O Preço da Dignidade
O 32º andar da Valente S.A. não exalava mais o perfume de poder absoluto, mas o cheiro metálico de uma liquidação forçada. Beatriz Lemos observava o escritório da presidência, onde Ricardo Valente, o homem que outrora ditara o ritmo da bolsa paulistana, tentava inutilmente triturar a própria ruína. O som da máquina era um estalido seco, como ossos sendo quebrados.
— O jogo acabou, Ricardo — disse Beatriz, a voz desprovida de qualquer hesitação. Ela não precisava mais fingir submissão; o contrato que ela segurava era a sentença de morte corporativa do patriarca.
Ricardo girou a cadeira. O tique nervoso em seu olho esquerdo era a única coisa que restava de sua autoridade.
— Você é apenas uma consultora, Beatriz. Não tem autoridade para me expulsar. Eu construí este império.
— Você construiu uma fachada — ela corrigiu, deslizando um tablet sobre a mesa. — Arthur já digitalizou cada fraude, cada desvio e cada contrato assinado sob coação. A segurança não virá te salvar. Eles já receberam as novas ordens.
Minutos depois, a cena era de uma crueza absoluta: o ex-titã sendo escoltado pelos corredores que ele mesmo projetara, enquanto os funcionários, antes temerosos, desviavam o olhar. A humilhação não era um grito, era o silêncio dos que antes o serviam.
Na sala de reuniões, Arthur Valente ocupava a cabeceira. Ele não parecia um herdeiro; parecia um credor que finalmente viera cobrar uma dívida impagável. O conselho, composto por homens que haviam prosperado sob a corrupção de Ricardo, mantinha os olhos fixos na mesa.

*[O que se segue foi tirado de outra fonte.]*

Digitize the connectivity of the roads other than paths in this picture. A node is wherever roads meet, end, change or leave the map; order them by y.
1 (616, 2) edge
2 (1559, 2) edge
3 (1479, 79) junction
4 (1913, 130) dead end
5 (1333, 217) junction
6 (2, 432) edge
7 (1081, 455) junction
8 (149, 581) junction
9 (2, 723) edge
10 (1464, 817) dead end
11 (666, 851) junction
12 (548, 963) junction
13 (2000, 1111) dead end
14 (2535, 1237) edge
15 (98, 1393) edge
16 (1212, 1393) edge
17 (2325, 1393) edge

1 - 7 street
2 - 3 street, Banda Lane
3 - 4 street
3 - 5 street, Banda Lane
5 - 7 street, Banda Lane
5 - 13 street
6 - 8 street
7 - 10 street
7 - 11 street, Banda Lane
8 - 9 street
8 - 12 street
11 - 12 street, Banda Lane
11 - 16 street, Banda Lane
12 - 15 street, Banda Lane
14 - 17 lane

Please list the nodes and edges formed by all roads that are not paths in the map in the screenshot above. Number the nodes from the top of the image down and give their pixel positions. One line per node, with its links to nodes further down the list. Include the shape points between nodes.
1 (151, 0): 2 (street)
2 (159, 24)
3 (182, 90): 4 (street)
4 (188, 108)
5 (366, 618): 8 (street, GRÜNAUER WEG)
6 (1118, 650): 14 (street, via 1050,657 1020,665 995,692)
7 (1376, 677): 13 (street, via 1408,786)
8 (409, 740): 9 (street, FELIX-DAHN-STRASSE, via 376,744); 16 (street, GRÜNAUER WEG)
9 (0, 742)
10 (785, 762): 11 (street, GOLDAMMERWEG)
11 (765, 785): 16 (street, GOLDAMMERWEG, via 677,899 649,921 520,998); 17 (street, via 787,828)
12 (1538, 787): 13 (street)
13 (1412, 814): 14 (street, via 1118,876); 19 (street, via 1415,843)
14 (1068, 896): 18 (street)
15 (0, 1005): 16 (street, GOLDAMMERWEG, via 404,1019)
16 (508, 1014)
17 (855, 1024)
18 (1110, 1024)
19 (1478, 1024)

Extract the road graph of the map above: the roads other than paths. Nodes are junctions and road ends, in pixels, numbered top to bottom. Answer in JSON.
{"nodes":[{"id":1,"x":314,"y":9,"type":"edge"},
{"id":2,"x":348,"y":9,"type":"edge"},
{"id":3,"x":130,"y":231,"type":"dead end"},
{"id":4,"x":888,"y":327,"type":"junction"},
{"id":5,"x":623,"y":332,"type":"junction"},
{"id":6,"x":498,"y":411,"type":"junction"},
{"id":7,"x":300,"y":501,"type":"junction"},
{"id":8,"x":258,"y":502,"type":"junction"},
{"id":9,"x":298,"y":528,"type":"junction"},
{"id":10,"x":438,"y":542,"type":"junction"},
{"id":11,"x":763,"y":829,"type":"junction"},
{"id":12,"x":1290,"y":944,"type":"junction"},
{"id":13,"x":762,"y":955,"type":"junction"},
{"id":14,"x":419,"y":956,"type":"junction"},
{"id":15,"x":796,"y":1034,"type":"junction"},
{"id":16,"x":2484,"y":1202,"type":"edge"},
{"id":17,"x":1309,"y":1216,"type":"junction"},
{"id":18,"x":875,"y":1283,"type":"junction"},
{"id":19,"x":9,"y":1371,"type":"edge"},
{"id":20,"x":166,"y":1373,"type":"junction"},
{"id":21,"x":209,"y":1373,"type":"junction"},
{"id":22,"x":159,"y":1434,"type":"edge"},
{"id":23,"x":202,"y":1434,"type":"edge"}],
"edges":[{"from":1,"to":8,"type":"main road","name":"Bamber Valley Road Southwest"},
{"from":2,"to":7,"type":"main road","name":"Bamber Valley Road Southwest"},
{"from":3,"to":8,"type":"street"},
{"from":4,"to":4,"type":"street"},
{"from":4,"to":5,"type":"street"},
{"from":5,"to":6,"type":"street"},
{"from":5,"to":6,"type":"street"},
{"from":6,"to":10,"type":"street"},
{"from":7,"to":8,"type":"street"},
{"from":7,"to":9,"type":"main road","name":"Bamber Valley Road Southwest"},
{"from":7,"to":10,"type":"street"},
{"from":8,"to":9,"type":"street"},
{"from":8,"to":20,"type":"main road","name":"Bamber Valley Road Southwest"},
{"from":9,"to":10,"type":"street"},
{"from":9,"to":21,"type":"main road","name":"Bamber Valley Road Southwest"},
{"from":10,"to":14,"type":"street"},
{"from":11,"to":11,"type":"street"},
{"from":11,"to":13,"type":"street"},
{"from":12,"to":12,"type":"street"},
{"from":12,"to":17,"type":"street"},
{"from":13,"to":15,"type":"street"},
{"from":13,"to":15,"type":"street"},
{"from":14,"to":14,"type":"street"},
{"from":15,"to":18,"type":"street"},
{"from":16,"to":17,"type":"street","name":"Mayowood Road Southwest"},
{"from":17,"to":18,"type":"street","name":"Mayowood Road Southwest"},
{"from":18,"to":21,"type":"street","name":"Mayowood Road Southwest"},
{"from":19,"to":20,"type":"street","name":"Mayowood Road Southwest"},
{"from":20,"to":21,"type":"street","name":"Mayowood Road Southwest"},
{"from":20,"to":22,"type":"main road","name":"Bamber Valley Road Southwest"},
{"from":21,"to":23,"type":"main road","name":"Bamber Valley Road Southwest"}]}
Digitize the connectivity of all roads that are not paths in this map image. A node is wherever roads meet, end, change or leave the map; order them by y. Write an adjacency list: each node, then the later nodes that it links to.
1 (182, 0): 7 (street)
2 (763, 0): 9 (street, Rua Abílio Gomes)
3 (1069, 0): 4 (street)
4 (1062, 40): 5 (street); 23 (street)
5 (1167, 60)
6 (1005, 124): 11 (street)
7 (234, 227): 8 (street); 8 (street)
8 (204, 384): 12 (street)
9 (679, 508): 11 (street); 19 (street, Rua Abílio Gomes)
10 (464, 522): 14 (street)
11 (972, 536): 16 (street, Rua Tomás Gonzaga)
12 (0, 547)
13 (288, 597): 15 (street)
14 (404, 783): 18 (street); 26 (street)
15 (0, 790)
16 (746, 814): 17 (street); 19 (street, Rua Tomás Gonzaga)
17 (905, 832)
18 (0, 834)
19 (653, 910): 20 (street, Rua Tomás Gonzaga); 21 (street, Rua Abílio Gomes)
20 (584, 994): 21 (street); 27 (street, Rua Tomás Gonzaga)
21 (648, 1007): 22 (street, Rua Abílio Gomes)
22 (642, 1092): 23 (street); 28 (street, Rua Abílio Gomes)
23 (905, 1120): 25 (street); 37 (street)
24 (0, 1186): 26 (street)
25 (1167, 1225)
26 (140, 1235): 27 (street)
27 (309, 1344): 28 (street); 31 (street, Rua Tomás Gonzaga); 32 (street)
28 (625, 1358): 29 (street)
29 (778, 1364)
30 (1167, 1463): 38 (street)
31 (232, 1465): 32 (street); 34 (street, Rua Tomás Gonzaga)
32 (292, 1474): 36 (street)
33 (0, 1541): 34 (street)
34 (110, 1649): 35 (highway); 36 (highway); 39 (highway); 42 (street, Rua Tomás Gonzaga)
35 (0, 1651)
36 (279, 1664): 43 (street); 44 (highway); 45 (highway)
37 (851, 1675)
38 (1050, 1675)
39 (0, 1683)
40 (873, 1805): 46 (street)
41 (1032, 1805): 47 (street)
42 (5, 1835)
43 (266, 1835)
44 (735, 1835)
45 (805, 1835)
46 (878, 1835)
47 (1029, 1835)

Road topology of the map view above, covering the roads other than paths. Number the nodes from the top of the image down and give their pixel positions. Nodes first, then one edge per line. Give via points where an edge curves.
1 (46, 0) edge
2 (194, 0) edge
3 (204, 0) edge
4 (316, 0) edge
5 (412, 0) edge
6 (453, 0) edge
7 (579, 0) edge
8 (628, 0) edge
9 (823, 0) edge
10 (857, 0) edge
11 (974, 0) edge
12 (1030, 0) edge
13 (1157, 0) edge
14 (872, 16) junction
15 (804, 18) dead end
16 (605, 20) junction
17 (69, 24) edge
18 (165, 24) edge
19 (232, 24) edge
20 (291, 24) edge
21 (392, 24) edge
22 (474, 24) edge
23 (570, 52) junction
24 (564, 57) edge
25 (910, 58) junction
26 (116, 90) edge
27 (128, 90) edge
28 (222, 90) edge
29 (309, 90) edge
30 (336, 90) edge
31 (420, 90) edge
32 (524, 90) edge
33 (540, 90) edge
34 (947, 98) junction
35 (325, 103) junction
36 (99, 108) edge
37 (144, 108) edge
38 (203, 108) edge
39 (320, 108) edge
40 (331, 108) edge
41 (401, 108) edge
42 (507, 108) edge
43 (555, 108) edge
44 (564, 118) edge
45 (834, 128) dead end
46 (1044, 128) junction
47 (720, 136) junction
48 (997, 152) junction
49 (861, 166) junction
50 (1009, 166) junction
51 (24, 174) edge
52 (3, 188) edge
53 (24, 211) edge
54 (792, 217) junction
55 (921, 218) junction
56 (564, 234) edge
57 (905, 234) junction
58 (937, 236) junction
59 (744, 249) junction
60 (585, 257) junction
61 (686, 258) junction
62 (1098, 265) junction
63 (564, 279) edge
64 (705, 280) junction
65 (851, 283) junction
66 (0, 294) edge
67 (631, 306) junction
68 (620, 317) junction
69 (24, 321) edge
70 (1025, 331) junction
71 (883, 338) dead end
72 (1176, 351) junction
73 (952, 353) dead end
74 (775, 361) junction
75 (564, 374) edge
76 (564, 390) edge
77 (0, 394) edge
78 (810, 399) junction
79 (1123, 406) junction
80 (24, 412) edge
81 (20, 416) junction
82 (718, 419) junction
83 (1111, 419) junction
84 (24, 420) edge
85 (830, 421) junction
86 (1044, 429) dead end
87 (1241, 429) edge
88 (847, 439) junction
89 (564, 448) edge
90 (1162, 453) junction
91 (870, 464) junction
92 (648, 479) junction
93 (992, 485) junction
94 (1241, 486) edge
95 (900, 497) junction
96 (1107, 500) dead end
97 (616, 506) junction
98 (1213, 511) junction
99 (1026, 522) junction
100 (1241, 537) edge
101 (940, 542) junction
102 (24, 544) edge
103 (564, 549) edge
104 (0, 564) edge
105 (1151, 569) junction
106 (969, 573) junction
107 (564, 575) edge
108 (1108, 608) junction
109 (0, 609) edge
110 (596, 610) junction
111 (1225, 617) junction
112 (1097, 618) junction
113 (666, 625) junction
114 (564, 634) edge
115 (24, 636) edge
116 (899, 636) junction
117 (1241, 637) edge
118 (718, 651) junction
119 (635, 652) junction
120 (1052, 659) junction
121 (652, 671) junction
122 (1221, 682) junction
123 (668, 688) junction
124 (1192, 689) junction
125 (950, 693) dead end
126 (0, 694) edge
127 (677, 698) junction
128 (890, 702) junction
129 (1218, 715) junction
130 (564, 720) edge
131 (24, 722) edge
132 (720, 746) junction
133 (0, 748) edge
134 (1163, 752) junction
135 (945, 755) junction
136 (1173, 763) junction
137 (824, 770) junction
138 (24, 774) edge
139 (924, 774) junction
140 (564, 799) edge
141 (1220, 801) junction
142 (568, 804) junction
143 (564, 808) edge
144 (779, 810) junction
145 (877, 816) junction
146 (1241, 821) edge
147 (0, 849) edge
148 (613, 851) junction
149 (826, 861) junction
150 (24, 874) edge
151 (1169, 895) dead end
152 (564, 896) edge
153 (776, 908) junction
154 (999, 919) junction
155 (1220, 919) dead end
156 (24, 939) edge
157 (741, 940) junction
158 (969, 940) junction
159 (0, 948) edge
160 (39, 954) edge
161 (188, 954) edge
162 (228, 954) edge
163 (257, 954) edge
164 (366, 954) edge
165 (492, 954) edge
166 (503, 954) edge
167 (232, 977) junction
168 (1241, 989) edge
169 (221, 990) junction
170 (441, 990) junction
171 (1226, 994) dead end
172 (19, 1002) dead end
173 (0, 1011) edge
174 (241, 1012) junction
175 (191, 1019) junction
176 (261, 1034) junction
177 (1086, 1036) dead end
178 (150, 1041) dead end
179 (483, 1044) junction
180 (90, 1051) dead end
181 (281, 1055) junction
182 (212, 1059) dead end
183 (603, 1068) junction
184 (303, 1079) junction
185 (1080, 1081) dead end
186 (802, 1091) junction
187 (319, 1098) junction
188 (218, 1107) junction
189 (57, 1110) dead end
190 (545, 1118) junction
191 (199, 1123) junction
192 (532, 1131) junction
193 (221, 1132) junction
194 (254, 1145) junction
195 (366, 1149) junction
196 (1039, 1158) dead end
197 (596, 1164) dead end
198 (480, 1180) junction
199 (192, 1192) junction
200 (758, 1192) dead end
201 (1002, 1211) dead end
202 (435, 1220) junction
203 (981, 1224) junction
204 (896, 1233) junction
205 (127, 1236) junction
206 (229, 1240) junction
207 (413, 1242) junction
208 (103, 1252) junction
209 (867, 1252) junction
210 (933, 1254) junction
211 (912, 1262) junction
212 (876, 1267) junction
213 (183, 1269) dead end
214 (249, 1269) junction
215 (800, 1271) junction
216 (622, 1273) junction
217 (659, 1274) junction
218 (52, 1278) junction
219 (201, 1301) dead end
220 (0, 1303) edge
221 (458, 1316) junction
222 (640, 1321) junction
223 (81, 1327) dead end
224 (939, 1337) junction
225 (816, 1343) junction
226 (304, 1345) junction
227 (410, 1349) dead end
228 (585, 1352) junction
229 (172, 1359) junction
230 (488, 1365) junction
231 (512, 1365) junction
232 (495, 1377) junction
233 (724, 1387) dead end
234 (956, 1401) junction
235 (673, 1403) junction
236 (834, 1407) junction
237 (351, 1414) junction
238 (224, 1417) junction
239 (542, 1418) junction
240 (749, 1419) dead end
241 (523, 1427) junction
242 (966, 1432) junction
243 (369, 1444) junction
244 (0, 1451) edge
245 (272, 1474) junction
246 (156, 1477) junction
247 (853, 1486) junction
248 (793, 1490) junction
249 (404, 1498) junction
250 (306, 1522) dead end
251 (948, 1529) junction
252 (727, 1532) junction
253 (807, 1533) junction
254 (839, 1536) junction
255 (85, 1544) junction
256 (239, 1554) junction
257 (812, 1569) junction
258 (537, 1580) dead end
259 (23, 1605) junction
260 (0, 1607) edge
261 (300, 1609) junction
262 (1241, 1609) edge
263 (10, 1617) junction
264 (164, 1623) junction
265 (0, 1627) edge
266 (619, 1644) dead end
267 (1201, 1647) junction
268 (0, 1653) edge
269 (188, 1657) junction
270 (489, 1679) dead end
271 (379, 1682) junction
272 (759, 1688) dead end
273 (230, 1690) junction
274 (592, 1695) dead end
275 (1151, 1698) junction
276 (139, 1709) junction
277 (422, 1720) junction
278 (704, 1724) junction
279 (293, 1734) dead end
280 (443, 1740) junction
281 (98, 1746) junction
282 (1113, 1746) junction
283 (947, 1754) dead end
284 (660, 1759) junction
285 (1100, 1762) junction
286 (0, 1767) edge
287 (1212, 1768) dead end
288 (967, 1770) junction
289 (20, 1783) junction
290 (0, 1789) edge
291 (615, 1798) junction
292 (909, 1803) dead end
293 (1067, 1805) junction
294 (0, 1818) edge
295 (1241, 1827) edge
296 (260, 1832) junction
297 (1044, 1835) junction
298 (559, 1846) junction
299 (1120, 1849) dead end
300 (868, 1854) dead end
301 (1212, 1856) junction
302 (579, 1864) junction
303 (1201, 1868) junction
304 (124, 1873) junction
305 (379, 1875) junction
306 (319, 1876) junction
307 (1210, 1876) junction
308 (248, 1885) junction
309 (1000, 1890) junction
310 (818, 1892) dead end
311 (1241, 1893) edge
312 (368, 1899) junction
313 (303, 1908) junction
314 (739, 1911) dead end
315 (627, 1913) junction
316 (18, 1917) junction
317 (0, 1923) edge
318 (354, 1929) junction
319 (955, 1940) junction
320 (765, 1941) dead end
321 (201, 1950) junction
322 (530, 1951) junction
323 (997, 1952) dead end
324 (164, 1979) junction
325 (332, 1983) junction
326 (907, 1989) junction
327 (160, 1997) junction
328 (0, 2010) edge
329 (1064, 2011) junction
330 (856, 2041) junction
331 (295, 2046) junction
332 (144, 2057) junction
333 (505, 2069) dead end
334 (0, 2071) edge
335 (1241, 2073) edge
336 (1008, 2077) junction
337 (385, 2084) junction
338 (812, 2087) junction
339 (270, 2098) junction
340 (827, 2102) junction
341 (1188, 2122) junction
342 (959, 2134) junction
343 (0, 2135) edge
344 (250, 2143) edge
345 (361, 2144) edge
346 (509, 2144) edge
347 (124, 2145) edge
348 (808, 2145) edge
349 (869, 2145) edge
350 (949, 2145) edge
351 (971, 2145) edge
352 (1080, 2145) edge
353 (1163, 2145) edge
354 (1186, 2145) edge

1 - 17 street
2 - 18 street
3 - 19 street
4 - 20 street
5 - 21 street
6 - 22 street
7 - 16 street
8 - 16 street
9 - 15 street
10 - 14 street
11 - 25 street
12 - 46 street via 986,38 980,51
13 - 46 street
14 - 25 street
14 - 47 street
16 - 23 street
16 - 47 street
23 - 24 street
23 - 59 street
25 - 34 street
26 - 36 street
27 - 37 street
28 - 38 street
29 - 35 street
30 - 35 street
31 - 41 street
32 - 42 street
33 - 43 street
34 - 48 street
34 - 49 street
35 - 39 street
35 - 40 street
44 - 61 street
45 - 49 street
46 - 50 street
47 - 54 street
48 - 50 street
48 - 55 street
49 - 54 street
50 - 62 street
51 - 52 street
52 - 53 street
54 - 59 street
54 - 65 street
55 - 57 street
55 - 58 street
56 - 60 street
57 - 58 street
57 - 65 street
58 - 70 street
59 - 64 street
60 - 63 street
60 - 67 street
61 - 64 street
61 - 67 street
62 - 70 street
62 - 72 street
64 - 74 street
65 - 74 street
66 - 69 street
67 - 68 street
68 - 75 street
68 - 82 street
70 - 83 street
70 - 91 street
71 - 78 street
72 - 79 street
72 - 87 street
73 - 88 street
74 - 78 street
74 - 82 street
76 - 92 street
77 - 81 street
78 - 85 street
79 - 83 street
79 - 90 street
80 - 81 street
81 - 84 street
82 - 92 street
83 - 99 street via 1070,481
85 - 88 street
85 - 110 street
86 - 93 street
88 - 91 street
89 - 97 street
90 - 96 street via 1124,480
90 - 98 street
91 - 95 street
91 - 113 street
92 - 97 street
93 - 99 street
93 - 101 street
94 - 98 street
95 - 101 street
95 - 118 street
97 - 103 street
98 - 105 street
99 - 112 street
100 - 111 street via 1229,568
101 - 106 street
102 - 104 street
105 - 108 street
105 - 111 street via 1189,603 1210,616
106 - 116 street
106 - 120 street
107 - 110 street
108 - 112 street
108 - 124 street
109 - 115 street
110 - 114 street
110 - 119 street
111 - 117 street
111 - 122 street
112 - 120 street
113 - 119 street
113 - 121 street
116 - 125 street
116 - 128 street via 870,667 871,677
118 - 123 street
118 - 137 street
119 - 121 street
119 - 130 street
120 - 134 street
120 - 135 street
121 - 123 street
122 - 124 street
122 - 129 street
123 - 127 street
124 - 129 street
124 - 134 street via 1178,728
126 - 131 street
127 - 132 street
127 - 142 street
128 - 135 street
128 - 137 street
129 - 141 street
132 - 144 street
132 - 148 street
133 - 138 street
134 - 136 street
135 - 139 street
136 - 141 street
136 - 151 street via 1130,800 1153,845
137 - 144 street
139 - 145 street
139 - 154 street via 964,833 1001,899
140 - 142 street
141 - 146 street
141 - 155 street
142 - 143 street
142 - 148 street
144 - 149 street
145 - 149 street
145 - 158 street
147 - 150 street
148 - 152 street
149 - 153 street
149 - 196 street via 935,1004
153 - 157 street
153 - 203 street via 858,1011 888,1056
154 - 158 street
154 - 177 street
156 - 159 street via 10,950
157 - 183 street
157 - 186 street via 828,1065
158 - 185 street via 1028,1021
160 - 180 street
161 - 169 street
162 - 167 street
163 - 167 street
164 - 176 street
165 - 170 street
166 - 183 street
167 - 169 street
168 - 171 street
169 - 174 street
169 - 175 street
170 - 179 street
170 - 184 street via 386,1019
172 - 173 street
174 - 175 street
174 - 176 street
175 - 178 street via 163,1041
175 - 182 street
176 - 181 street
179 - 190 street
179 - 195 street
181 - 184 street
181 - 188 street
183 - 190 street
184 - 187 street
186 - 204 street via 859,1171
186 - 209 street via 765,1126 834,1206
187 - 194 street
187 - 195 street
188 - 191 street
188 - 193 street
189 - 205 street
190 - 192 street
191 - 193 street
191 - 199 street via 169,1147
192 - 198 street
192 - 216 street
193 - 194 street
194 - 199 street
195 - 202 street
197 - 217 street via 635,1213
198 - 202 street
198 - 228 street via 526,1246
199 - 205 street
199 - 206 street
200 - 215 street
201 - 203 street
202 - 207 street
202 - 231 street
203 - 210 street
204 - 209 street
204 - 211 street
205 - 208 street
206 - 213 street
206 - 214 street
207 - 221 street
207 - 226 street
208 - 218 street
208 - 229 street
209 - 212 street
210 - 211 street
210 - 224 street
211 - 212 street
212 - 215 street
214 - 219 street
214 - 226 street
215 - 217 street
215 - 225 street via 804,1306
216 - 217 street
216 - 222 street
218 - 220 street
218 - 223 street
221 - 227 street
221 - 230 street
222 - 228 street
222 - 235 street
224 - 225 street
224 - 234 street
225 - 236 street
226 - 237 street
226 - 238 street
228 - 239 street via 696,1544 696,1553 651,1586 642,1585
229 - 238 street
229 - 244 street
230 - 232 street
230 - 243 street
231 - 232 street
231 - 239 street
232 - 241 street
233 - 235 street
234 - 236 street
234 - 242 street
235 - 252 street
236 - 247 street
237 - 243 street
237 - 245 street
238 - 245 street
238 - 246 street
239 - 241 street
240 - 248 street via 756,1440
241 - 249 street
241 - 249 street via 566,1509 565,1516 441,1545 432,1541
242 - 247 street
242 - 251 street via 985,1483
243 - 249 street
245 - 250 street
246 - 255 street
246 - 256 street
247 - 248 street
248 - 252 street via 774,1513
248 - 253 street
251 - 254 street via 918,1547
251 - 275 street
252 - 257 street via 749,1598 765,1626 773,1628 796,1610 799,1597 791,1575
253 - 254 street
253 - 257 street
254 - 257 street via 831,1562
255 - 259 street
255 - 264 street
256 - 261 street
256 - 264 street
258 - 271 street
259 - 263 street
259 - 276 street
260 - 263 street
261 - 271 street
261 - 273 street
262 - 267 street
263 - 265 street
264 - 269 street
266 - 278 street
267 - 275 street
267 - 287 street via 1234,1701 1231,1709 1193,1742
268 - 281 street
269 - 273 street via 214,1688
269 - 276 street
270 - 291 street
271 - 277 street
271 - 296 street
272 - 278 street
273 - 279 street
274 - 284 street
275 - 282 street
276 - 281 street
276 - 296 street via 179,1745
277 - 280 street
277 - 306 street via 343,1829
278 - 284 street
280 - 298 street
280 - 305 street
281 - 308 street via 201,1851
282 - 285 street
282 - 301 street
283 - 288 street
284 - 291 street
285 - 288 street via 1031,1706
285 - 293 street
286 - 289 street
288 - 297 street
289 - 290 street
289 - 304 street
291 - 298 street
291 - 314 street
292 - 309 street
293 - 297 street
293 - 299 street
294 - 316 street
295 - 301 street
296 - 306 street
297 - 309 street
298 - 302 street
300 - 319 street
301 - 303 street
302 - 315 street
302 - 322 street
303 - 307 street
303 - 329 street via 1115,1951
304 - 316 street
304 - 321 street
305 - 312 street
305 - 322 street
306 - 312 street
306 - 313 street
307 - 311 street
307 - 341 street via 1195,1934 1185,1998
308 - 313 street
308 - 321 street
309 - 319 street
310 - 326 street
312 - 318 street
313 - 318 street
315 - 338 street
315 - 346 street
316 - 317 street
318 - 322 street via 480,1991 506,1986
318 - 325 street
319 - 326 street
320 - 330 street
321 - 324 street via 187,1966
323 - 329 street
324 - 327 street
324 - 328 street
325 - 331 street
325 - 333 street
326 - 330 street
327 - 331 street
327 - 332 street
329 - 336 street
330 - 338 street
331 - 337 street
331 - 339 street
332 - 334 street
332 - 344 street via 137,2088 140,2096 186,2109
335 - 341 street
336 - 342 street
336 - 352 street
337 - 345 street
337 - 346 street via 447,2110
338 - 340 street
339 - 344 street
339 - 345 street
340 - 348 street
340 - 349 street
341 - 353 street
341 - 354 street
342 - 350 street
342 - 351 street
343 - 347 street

— A pauta é simples — Arthur começou, sua voz cortando o ar condicionado como uma lâmina. — A auditoria confirmou o uso de ativos da holding para cobrir rombos pessoais. Mendes, você assinou a última transferência. A lei é clara, e minha paciência, inexistente.
— Arthur, entenda — Mendes tentou, a voz falhando. — Destituir Ricardo é uma coisa, mas expurgar a diretoria inteira causará um colapso que o mercado não perdoará.
— O mercado perdoa o lucro, Mendes. E vocês serão substituídos por analistas que não dependem das benesses do meu pai. Ou aprovam a reestruturação agora, ou a auditoria será entregue ao Ministério Público em uma hora. Escolham.
O medo era palpável, uma névoa que sufocava a sala. O voto foi unânime. Arthur não apenas assumira a empresa; ele a esvaziara de seus antigos donos.
No escritório de monitoramento, Beatriz observava as ações da Valente S.A. oscilarem. A imprensa financeira já farejava o sangue. Arthur aproximou-se, observando o tráfego de São Paulo com a frieza de um arquiteto que vê uma estrutura obsoleta ser demolida.
— A narrativa da 'reestruturação' está colando — Beatriz informou. — Mas o mercado está cavando. Se descobrirem a offshore, a investigação sobre lavagem de ativos será inevitável.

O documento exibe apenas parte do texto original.